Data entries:
►
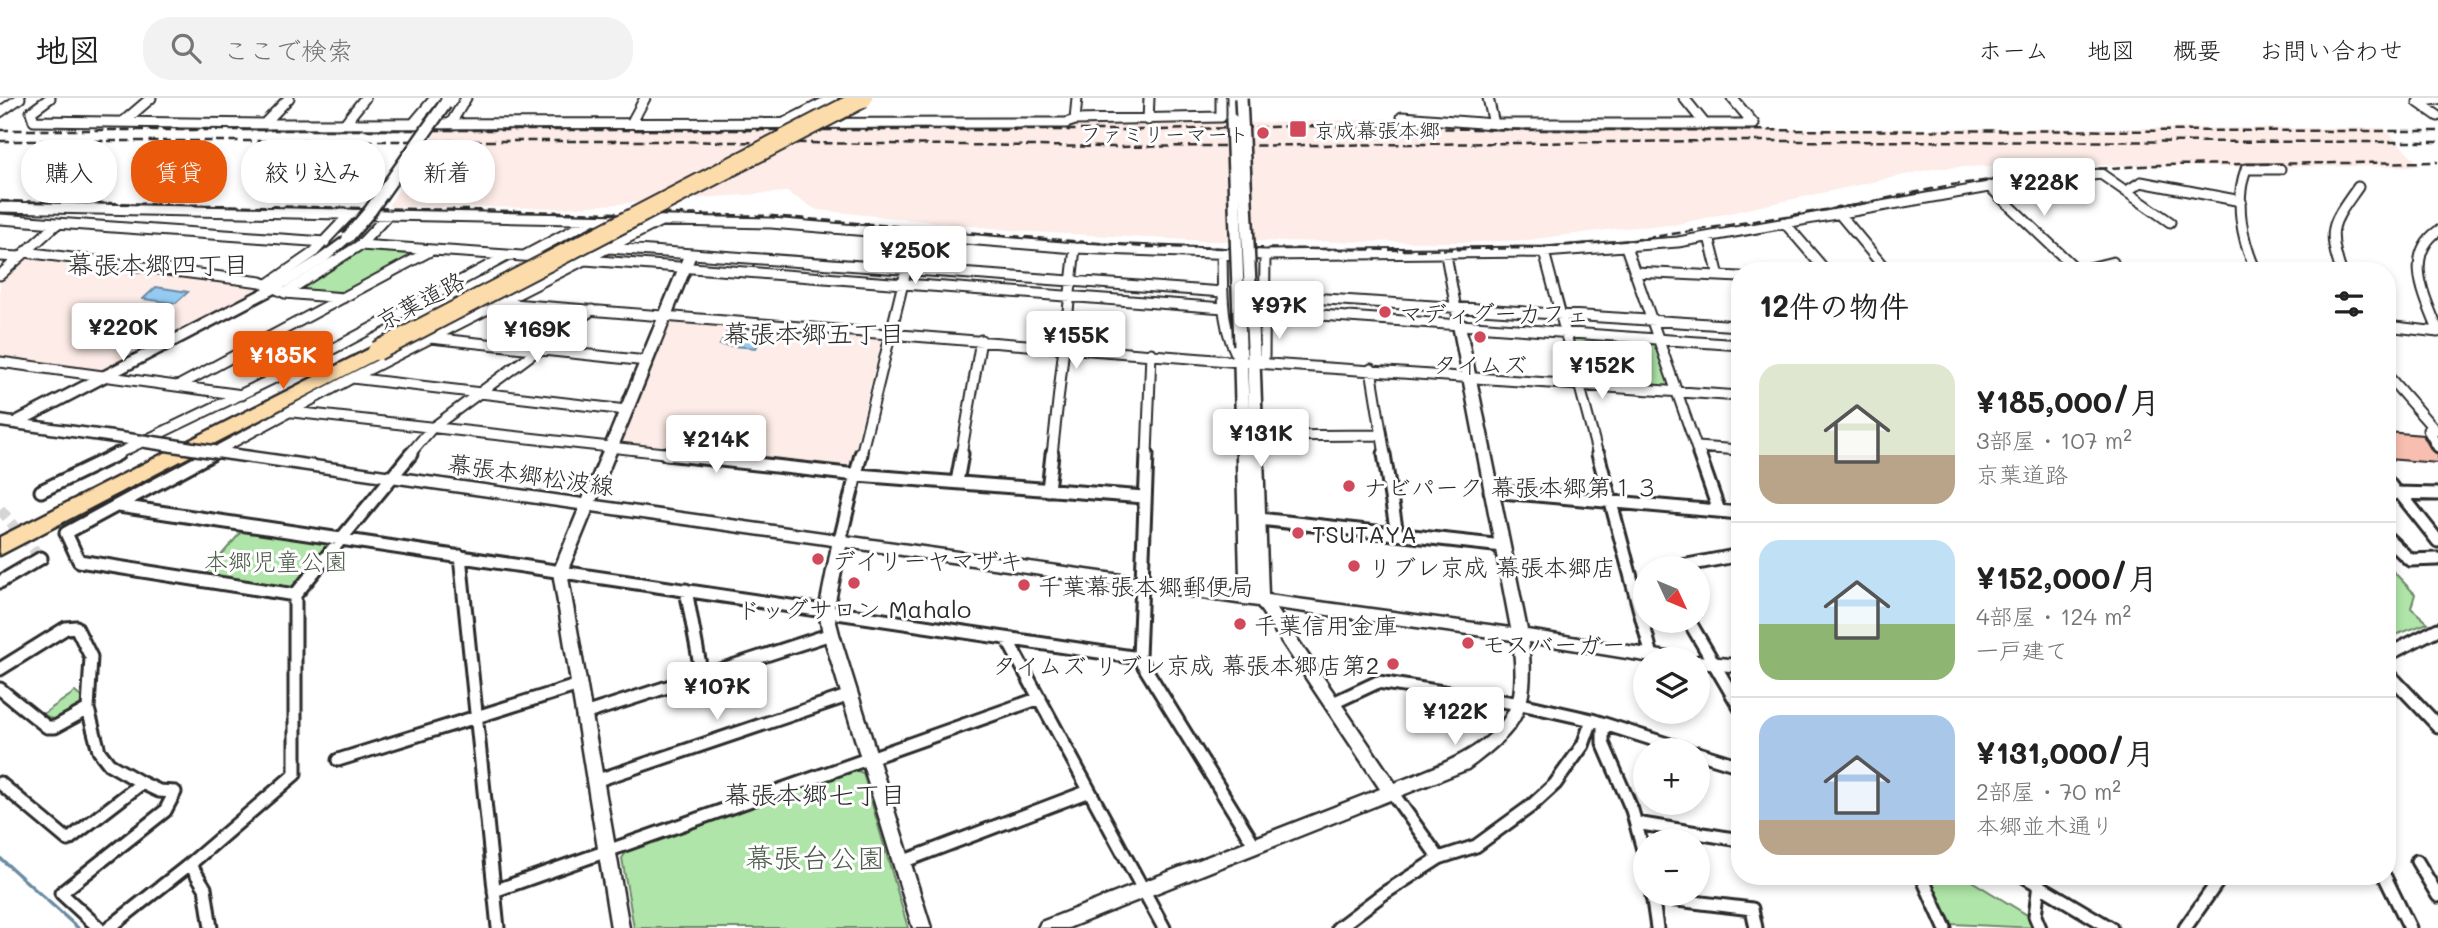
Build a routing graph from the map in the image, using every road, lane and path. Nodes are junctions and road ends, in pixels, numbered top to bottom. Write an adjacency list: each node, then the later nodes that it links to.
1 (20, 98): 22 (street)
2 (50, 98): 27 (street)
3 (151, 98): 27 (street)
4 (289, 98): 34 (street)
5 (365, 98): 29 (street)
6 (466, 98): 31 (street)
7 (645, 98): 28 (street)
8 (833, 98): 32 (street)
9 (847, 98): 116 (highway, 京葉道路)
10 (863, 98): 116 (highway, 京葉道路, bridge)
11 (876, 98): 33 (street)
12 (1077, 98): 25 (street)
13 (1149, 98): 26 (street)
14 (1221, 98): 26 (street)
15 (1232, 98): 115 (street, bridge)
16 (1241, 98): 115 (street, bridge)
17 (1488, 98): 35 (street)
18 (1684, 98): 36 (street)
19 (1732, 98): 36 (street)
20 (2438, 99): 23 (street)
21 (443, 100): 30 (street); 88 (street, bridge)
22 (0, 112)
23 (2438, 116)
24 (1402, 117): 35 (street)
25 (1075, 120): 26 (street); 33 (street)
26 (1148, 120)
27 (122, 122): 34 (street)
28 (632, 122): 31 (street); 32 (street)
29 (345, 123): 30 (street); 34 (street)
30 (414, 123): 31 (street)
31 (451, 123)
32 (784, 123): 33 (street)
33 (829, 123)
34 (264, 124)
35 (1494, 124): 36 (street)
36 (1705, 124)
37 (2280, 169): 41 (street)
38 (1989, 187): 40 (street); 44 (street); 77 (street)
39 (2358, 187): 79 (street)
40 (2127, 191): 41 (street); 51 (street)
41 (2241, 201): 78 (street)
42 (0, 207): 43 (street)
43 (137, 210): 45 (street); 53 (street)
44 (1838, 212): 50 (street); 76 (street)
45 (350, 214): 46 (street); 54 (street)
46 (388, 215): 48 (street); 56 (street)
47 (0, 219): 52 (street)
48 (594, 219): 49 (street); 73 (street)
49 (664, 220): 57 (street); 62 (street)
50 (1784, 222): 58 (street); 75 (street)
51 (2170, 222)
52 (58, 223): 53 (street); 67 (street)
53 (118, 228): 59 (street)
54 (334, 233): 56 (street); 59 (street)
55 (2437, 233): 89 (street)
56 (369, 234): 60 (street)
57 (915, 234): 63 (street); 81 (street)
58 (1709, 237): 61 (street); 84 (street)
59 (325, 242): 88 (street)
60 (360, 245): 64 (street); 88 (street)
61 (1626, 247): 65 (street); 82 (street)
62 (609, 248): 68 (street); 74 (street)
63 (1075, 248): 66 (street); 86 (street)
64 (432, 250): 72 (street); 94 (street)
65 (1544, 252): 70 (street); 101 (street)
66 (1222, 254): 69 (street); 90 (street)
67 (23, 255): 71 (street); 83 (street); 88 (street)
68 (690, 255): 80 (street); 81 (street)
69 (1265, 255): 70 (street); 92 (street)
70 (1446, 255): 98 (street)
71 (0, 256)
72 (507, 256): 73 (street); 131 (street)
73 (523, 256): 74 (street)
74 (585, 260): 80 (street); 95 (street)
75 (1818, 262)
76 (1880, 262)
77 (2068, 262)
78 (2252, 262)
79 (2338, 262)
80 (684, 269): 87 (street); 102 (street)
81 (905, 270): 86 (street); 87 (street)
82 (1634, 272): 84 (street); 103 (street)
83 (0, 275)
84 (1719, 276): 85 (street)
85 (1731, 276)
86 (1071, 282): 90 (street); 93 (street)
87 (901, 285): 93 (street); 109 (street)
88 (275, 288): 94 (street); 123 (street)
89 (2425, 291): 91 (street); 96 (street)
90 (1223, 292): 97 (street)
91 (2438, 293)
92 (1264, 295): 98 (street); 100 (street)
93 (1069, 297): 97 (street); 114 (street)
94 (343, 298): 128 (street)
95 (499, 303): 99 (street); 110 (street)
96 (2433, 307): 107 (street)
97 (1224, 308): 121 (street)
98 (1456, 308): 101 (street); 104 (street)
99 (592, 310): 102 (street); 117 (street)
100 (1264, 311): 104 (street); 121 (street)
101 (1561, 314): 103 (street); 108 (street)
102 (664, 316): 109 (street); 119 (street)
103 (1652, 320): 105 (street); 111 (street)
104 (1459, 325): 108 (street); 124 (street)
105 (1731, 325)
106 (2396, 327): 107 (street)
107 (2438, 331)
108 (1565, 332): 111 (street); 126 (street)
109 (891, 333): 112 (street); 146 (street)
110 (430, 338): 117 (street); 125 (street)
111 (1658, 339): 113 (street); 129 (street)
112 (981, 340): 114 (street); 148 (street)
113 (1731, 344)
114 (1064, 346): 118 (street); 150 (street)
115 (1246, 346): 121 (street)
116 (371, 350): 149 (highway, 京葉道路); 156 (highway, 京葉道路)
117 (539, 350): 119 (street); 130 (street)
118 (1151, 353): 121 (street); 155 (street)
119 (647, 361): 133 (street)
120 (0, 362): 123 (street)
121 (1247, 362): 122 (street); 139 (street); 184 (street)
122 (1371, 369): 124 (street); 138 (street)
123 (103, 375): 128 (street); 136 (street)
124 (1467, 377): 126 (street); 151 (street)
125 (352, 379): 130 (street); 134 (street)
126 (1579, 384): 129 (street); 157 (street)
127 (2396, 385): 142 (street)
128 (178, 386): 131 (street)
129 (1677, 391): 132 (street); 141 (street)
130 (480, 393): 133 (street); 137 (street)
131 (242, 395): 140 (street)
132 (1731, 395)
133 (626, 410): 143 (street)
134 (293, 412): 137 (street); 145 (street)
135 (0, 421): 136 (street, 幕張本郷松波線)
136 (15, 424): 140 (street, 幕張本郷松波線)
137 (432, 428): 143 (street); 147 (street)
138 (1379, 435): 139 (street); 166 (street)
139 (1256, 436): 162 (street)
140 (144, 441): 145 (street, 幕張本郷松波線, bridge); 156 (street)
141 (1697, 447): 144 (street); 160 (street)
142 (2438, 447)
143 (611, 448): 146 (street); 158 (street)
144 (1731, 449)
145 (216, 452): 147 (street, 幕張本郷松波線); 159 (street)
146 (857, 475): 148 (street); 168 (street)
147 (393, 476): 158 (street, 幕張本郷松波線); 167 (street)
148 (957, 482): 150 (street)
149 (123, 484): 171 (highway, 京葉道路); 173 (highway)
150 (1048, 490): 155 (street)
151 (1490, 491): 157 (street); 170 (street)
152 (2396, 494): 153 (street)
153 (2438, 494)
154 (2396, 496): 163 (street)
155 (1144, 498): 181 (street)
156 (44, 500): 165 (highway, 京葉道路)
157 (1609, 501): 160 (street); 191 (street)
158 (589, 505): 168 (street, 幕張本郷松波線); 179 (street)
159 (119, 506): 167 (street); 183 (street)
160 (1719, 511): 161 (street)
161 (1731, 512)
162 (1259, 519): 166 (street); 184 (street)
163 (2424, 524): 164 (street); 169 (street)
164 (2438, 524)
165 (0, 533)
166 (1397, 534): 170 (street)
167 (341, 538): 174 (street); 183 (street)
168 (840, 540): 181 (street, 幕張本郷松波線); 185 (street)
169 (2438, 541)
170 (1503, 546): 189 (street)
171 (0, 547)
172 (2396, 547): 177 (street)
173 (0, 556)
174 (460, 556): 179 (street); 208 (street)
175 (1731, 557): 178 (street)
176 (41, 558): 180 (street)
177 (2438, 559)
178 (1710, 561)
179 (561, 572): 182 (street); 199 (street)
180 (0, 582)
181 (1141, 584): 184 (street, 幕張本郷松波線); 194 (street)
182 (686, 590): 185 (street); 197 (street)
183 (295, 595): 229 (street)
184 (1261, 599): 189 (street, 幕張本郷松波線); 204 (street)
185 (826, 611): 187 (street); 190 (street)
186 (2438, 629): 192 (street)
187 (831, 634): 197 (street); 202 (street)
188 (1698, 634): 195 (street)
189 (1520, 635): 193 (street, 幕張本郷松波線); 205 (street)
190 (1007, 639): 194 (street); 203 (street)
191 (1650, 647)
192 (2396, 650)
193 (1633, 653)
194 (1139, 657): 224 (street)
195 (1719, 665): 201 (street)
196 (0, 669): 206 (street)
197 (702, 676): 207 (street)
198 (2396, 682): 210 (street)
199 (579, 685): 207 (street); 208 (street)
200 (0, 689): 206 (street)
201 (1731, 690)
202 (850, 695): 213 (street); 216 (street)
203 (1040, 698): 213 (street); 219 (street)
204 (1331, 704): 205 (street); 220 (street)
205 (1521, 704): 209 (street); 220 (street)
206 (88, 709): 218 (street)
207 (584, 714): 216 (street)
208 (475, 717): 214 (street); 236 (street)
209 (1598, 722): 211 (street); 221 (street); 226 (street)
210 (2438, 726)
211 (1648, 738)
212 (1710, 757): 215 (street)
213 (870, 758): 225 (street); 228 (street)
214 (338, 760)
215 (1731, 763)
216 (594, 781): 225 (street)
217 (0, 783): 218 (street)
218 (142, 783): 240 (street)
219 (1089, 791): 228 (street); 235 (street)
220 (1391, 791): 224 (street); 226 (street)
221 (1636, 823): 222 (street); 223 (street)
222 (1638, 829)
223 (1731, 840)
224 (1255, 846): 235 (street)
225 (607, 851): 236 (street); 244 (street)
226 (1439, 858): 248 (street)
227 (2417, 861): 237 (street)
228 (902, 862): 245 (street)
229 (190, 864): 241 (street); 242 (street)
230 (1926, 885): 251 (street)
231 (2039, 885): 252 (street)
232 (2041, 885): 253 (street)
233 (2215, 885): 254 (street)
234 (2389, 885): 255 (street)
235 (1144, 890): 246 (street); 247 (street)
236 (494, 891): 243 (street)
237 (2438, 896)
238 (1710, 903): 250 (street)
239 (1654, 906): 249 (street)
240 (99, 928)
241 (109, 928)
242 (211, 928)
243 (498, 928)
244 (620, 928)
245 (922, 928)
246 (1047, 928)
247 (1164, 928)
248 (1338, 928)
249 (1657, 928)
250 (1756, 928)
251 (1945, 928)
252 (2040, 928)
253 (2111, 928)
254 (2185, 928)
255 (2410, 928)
◄
Check each line above for the word "京葉道路" and copy every line that has it.

Reply =>
9 (847, 98): 116 (highway, 京葉道路)
10 (863, 98): 116 (highway, 京葉道路, bridge)
116 (371, 350): 149 (highway, 京葉道路); 156 (highway, 京葉道路)
149 (123, 484): 171 (highway, 京葉道路); 173 (highway)
156 (44, 500): 165 (highway, 京葉道路)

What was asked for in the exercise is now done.